Most Telecom flotation cash to go towards funding State pension bill

The bulk of the £4.8 billion (€6 billion) expected to be raised by the Telecom flotation is to be used by the Government in a…

The bulk of the £4.8 billion (€6 billion) expected to be raised by the Telecom flotation is to be used by the Government in a radical move to help fund the State's massive future pension bill.

The Telecom proceeds will be supplemented by an additional 1 per cent of Gross National Product, estimated at £520 million this year, which will be set aside annually to offset the so-called pensions timebomb.

The plan, announced yesterday by the Minister for Finance, Mr McCreevy, is motivated by an expected substantial increase in the ratio of pensioners to those at work. At present, there is one person aged 65 or over for every five persons of working age in the State. But demographic projections indicate that by the middle of the next century there will be just two people working for every person over 65.

"I have long been of the view that the State will have to start making adequate provision for pensions. Otherwise we will face the difficulties that other European countries are facing at this time," Mr McCreevy said.

READ MORE

The Government also plans to introduce legislation, which it hopes will be in place by the middle of next year, to underpin the funds and protect them from being plundered by future administrations.

The new pension fund, by far the largest in the State, is expected to top £4 billion by the time legislation setting it up is introduced.

The Government also plans to use part of the proceeds from the recent flotation, which should total some £4.8 billion when costs are deducted, to buy out the Exchequer's future pension liability in respect of pensioners and staff in Telecom Eireann and An Post.

The liability results from the period before some 30,000 civil servants were transferred from the old Department of Post and Telegraphs to An Post and Telecom Eireann in January 1984. Consultants are currently working on deciding the exact amount of that liability, but the Department of Finance expects it to be in the region of £1.1 billion to £1.4 billion.

Some of the Telecom monies will be used for investment on a once-off basis in priority improvements in infrastructure while the rest will go into the pension fund.

There will be two funds, one to deal with the public service pensions bill and the other to provide for State pensions.
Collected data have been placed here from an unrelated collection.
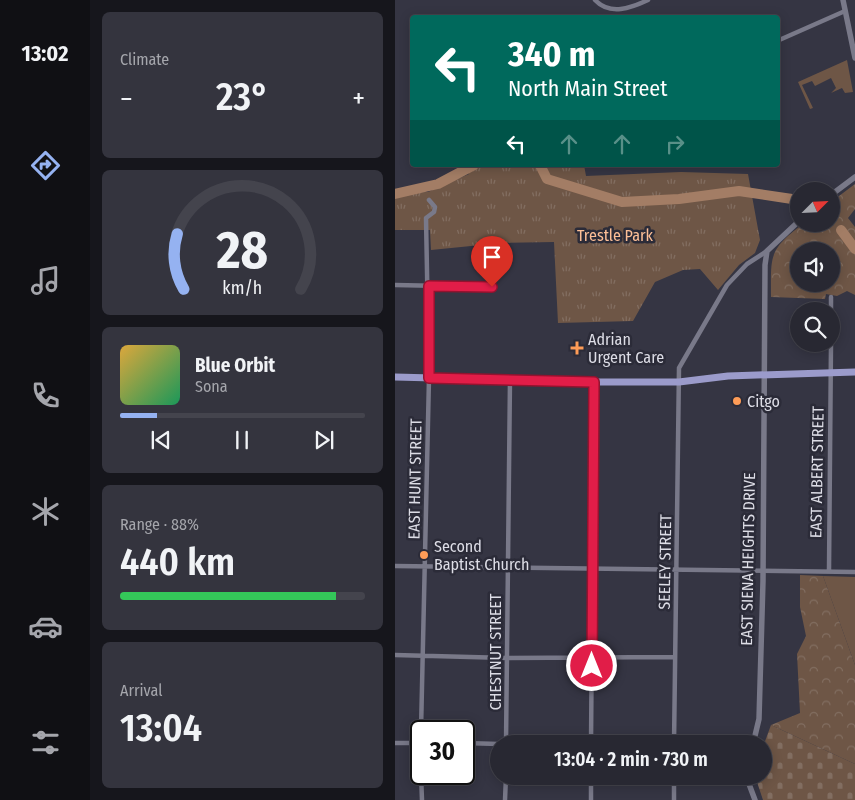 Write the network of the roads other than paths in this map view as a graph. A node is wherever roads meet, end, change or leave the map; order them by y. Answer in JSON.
{"nodes":[{"id":1,"x":595,"y":0,"type":"edge"},
{"id":2,"x":648,"y":0,"type":"edge"},
{"id":3,"x":843,"y":0,"type":"edge"},
{"id":4,"x":845,"y":12,"type":"junction"},
{"id":5,"x":780,"y":40,"type":"edge"},
{"id":6,"x":855,"y":58,"type":"edge"},
{"id":7,"x":855,"y":177,"type":"edge"},
{"id":8,"x":840,"y":188,"type":"edge"},
{"id":9,"x":429,"y":200,"type":"dead end"},
{"id":10,"x":790,"y":229,"type":"edge"},
{"id":11,"x":767,"y":251,"type":"junction"},
{"id":12,"x":395,"y":285,"type":"edge"},
{"id":13,"x":429,"y":286,"type":"junction"},
{"id":14,"x":492,"y":287,"type":"dead end"},
{"id":15,"x":831,"y":296,"type":"dead end"},
{"id":16,"x":831,"y":302,"type":"edge"},
{"id":17,"x":831,"y":352,"type":"edge"},
{"id":18,"x":855,"y":372,"type":"edge"},
{"id":19,"x":831,"y":373,"type":"junction"},
{"id":20,"x":764,"y":374,"type":"junction"},
{"id":21,"x":395,"y":377,"type":"edge"},
{"id":22,"x":429,"y":378,"type":"junction"},
{"id":23,"x":510,"y":380,"type":"junction"},
{"id":24,"x":594,"y":382,"type":"junction"},
{"id":25,"x":679,"y":382,"type":"junction"},
{"id":26,"x":395,"y":566,"type":"edge"},
{"id":27,"x":426,"y":566,"type":"junction"},
{"id":28,"x":507,"y":567,"type":"junction"},
{"id":29,"x":592,"y":567,"type":"junction"},
{"id":30,"x":677,"y":568,"type":"junction"},
{"id":31,"x":763,"y":570,"type":"junction"},
{"id":32,"x":829,"y":571,"type":"junction"},
{"id":33,"x":855,"y":572,"type":"edge"},
{"id":34,"x":395,"y":655,"type":"edge"},
{"id":35,"x":423,"y":655,"type":"junction"},
{"id":36,"x":675,"y":657,"type":"junction"},
{"id":37,"x":507,"y":658,"type":"junction"},
{"id":38,"x":592,"y":658,"type":"junction"},
{"id":39,"x":421,"y":720,"type":"edge"},
{"id":40,"x":506,"y":735,"type":"edge"},
{"id":41,"x":591,"y":735,"type":"edge"},
{"id":42,"x":674,"y":735,"type":"edge"},
{"id":43,"x":755,"y":735,"type":"edge"},
{"id":44,"x":395,"y":743,"type":"edge"},
{"id":45,"x":410,"y":743,"type":"edge"},
{"id":46,"x":475,"y":744,"type":"edge"},
{"id":47,"x":490,"y":744,"type":"edge"},
{"id":48,"x":421,"y":785,"type":"edge"},
{"id":49,"x":506,"y":785,"type":"edge"},
{"id":50,"x":591,"y":785,"type":"edge"},
{"id":51,"x":674,"y":785,"type":"edge"},
{"id":52,"x":749,"y":785,"type":"edge"},
{"id":53,"x":422,"y":800,"type":"edge"},
{"id":54,"x":505,"y":800,"type":"edge"},
{"id":55,"x":591,"y":800,"type":"edge"},
{"id":56,"x":674,"y":800,"type":"edge"},
{"id":57,"x":755,"y":800,"type":"edge"}],
"edges":[{"from":1,"to":2,"type":"street"},
{"from":3,"to":4,"type":"street"},
{"from":4,"to":5,"type":"street"},
{"from":4,"to":6,"type":"street"},
{"from":7,"to":8,"type":"street"},
{"from":9,"to":13,"type":"street","name":"EAST HUNT STREET"},
{"from":10,"to":11,"type":"street"},
{"from":11,"to":20,"type":"street","name":"EAST SIENA HEIGHTS DRIVE"},
{"from":11,"to":25,"type":"street","name":"SEELEY STREET"},
{"from":12,"to":13,"type":"street"},
{"from":13,"to":14,"type":"street"},
{"from":13,"to":22,"type":"street","name":"EAST HUNT STREET"},
{"from":15,"to":16,"type":"street"},
{"from":17,"to":19,"type":"street","name":"EAST ALBERT STREET"},
{"from":18,"to":19,"type":"main road"},
{"from":19,"to":20,"type":"main road"},
{"from":19,"to":32,"type":"street","name":"EAST ALBERT STREET"},
{"from":20,"to":25,"type":"main road"},
{"from":20,"to":31,"type":"street","name":"EAST SIENA HEIGHTS DRIVE"},
{"from":21,"to":22,"type":"main road"},
{"from":22,"to":23,"type":"main road"},
{"from":22,"to":27,"type":"street","name":"EAST HUNT STREET"},
{"from":23,"to":24,"type":"main road"},
{"from":23,"to":28,"type":"street","name":"CHESTNUT STREET"},
{"from":24,"to":25,"type":"main road"},
{"from":24,"to":29,"type":"street"},
{"from":25,"to":30,"type":"street","name":"SEELEY STREET"},
{"from":26,"to":27,"type":"street"},
{"from":27,"to":28,"type":"street"},
{"from":27,"to":35,"type":"street","name":"EAST HUNT STREET"},
{"from":28,"to":29,"type":"street"},
{"from":28,"to":37,"type":"street","name":"CHESTNUT STREET"},
{"from":29,"to":30,"type":"street"},
{"from":29,"to":38,"type":"street"},
{"from":30,"to":31,"type":"street"},
{"from":30,"to":36,"type":"street","name":"SEELEY STREET"},
{"from":31,"to":32,"type":"street"},
{"from":31,"to":43,"type":"street","name":"EAST SIENA HEIGHTS DRIVE"},
{"from":32,"to":33,"type":"street"},
{"from":34,"to":35,"type":"street"},
{"from":35,"to":37,"type":"street"},
{"from":35,"to":39,"type":"street","name":"EAST HUNT STREET"},
{"from":36,"to":38,"type":"street"},
{"from":36,"to":42,"type":"street","name":"SEELEY STREET"},
{"from":37,"to":38,"type":"street"},
{"from":37,"to":40,"type":"street","name":"CHESTNUT STREET"},
{"from":38,"to":41,"type":"street"},
{"from":44,"to":45,"type":"street"},
{"from":46,"to":47,"type":"street"},
{"from":48,"to":53,"type":"street"},
{"from":49,"to":54,"type":"street"},
{"from":50,"to":55,"type":"street"},
{"from":51,"to":56,"type":"street"},
{"from":52,"to":57,"type":"street"}]} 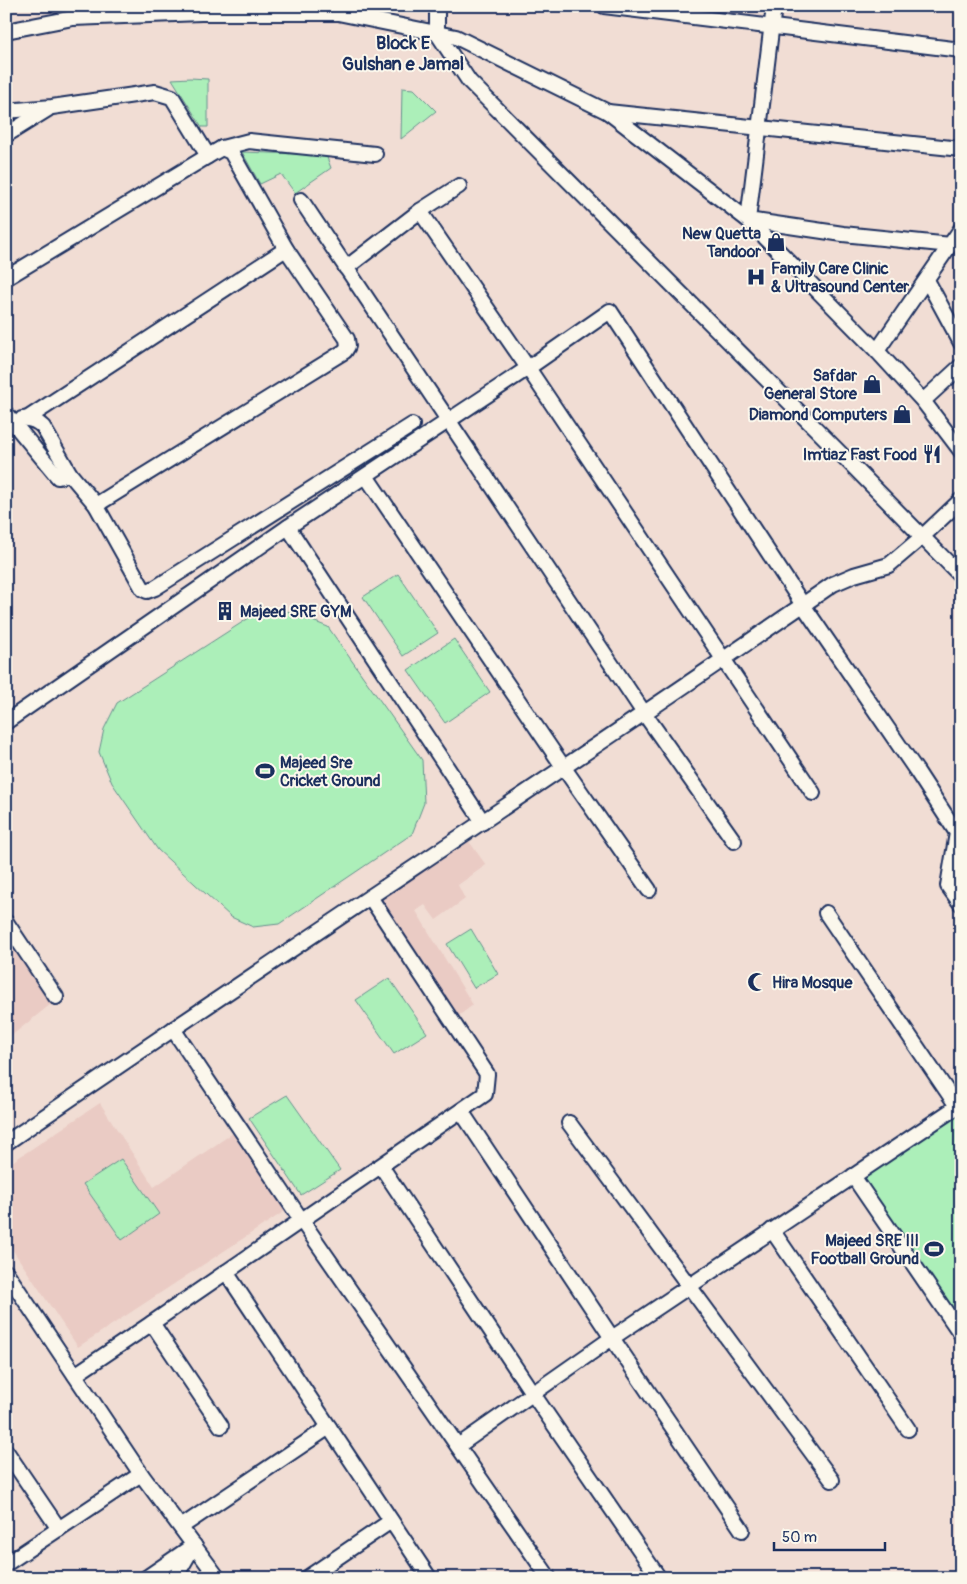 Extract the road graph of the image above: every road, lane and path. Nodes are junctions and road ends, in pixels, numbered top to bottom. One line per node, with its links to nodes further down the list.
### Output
1 (437, 6): 8 (street)
2 (604, 6): 6 (street)
3 (774, 6): 6 (street)
4 (184, 10): 5 (street); 8 (street)
5 (92, 12): 7 (street)
6 (772, 27): 9 (street); 13 (street)
7 (6, 31)
8 (437, 33): 12 (street); 44 (street)
9 (961, 50)
10 (52, 107): 11 (street); 14 (street); 18 (street)
11 (6, 111)
12 (608, 112): 13 (street); 22 (street)
13 (759, 129): 16 (street); 22 (street)
14 (6, 135)
15 (222, 148): 17 (street); 18 (street); 25 (street)
16 (961, 149)
17 (375, 154)
18 (208, 156): 27 (street)
19 (459, 186): 21 (street)
20 (301, 200): 26 (street)
21 (420, 212): 26 (street); 32 (street)
22 (748, 220): 24 (street); 30 (street)
23 (961, 230): 24 (street)
24 (951, 245): 28 (street)
25 (286, 249): 35 (street); 42 (street)
26 (346, 268): 36 (street)
27 (6, 278)
28 (927, 280): 29 (street); 30 (street)
29 (961, 343)
30 (877, 351): 33 (street)
31 (961, 366): 33 (street)
32 (528, 368): 36 (street); 46 (street); 47 (street)
33 (923, 401): 38 (street)
34 (8, 417): 35 (street); 39 (street)
35 (28, 418): 39 (street)
36 (449, 421): 40 (street); 48 (street)
37 (412, 425): 42 (street)
38 (961, 451)
39 (70, 474): 42 (street)
40 (366, 476): 43 (street); 50 (street)
41 (961, 500): 44 (street)
42 (96, 505)
43 (288, 527): 49 (street); 52 (street)
44 (922, 537): 45 (street); 46 (street)
45 (961, 576)
46 (803, 605): 47 (street); 56 (street)
47 (724, 659): 48 (street); 51 (street)
48 (644, 713): 50 (street); 53 (street)
49 (6, 722)
50 (564, 768): 52 (street); 54 (street)
51 (813, 793)
52 (483, 822): 55 (street)
53 (734, 841)
54 (650, 890)
55 (370, 897): 60 (street); 62 (street)
56 (961, 904)
57 (826, 913): 61 (street)
58 (6, 922): 59 (street)
59 (56, 997)
60 (173, 1029): 64 (street); 67 (street)
61 (959, 1105): 66 (street)
62 (461, 1111): 65 (street); 74 (street)
63 (569, 1123): 71 (street)
64 (6, 1143)
65 (382, 1166): 67 (street); 76 (street)
66 (853, 1176): 68 (street); 73 (street)
67 (302, 1221): 70 (street); 80 (street)
68 (772, 1230): 71 (street); 79 (street)
69 (6, 1272): 75 (street)
70 (226, 1272): 72 (street); 78 (street)
71 (690, 1286): 74 (street); 83 (street)
72 (152, 1323): 75 (street); 77 (street)
73 (961, 1334)
74 (612, 1338): 76 (street); 87 (street)
75 (75, 1374): 82 (street)
76 (533, 1394): 80 (street); 96 (street)
77 (222, 1426)
78 (329, 1427): 84 (street); 85 (street)
79 (908, 1429)
80 (458, 1446): 95 (street)
81 (6, 1451): 86 (street)
82 (141, 1474): 85 (street); 86 (street)
83 (832, 1480)
84 (391, 1521): 90 (street); 94 (street)
85 (180, 1527): 88 (street)
86 (59, 1529): 89 (street)
87 (742, 1530)
88 (194, 1545): 91 (street); 92 (street); 93 (street)
89 (6, 1564)
90 (428, 1576)
91 (146, 1578)
92 (175, 1578)
93 (218, 1578)
94 (307, 1578)
95 (548, 1578)
96 (658, 1578)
Although the amount of each fund has yet to be decided, the bulk of the funds will go to provide for the State pension bill, the larger of the two.

The Government has yet to decide who will manage the monies, which will make up the most significant pension fund in the State. Among the candidates for the job is the National Treasury Management Agency (NTMA) which has traditionally managed the national debt but recently won new powers to operate a fund management service as well.

Mr McCreevy said the legislative protection for the funds "will ensure that any future minister for finance who is strapped for cash will not be able at the stroke of a pen to dip into the funds or not provide the 1 per cent annually".

He also warned that while the current proposals were a start, they would not be enough and future governments might have to set more aside. It is predicted that the new plan will only suffice to meet one-third of the possible future pensions costs.

The move was welcomed by the Pensions Board, the Irish Association of Pension Funds and the Labour Party's finance spokesman, Mr Derek McDowell.